[Opening Extracted records section]
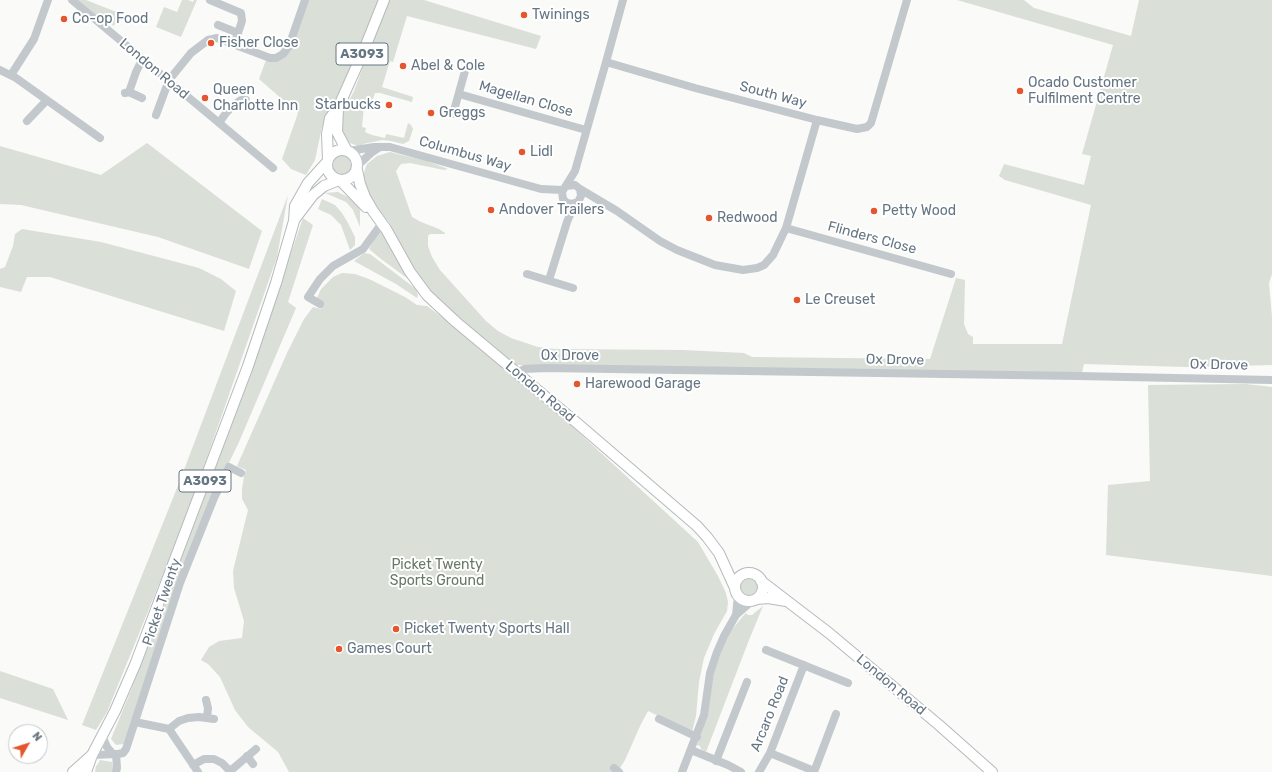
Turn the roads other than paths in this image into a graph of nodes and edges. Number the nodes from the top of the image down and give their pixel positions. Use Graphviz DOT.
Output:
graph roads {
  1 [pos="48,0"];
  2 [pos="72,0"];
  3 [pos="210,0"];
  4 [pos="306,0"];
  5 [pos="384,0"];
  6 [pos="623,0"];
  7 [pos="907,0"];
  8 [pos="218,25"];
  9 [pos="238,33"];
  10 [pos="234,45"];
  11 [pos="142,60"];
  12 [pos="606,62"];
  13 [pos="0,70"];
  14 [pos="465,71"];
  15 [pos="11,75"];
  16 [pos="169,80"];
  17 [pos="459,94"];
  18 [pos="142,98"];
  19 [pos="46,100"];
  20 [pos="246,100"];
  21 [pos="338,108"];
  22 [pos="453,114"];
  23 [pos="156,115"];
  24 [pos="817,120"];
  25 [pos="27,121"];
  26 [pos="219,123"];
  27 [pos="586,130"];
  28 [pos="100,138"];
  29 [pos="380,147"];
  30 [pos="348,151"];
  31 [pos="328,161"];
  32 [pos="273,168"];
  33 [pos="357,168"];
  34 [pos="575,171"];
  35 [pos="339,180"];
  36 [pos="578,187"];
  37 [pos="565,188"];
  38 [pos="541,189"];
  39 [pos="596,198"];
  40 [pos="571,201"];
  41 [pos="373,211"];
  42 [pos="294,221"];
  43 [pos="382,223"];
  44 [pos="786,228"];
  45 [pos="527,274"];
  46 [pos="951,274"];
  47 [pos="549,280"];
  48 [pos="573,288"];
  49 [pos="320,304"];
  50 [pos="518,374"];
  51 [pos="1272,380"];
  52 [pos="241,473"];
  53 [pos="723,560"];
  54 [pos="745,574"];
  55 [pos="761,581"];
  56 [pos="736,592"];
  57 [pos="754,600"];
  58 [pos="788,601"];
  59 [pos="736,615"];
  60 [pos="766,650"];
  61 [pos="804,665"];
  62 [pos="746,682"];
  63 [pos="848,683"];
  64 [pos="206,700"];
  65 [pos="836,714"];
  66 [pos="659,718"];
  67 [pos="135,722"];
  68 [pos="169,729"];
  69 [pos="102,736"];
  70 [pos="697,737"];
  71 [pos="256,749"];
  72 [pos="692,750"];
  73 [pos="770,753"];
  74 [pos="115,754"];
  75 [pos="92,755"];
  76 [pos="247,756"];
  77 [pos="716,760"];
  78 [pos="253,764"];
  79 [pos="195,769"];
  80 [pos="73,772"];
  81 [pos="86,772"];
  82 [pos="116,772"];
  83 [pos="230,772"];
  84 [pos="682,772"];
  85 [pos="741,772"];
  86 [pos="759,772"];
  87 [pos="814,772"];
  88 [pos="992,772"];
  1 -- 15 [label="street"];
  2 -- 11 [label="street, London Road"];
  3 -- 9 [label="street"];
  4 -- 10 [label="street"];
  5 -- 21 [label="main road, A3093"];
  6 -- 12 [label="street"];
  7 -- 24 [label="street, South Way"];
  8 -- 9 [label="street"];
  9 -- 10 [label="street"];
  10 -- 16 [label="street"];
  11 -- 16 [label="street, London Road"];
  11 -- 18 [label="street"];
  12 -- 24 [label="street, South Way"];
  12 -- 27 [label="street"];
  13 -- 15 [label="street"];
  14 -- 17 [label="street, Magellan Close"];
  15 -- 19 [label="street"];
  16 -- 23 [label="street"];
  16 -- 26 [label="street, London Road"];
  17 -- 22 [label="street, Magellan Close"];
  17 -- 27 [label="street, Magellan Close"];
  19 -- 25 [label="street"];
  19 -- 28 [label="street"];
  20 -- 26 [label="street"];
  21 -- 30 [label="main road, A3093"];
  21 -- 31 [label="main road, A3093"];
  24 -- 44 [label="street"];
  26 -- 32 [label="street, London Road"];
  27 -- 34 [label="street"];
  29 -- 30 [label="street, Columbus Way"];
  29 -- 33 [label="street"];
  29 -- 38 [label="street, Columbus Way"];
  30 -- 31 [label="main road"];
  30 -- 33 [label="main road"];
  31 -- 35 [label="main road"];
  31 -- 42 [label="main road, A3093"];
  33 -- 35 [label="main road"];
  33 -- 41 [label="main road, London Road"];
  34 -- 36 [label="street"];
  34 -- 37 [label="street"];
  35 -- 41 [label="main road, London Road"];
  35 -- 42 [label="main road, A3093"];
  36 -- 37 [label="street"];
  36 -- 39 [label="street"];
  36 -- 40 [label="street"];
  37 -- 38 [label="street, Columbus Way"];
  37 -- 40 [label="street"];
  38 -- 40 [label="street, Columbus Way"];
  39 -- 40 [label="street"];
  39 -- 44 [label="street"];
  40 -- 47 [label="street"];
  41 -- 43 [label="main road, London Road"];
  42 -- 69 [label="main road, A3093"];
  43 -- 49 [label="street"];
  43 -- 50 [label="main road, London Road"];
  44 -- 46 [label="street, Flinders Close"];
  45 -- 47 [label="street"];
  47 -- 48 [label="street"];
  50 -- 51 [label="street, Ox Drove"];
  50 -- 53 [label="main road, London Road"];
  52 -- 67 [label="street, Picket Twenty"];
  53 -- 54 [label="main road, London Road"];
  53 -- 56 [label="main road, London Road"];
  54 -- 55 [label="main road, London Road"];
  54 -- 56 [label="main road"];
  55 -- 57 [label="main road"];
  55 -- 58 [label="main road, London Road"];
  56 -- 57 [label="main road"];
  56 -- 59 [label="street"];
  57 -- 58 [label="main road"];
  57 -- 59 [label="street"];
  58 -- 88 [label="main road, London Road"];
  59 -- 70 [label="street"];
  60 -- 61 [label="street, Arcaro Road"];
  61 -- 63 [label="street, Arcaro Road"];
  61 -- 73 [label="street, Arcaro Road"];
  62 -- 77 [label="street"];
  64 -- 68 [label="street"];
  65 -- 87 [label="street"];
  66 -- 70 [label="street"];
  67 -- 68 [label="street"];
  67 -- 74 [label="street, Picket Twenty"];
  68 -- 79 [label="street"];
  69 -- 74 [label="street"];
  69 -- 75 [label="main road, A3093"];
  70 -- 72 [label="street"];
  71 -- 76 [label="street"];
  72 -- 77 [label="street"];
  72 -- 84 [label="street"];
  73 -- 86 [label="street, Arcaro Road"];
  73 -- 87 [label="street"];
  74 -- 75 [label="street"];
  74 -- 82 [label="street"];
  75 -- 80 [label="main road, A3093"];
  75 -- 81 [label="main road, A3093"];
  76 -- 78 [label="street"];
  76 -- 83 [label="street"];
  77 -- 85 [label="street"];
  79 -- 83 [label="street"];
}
[Closing Extracted records section]
Description of the task: Looking at the entries above, work out how many lines contain "Picket", then reply with that number and no other words.

Task solution: 2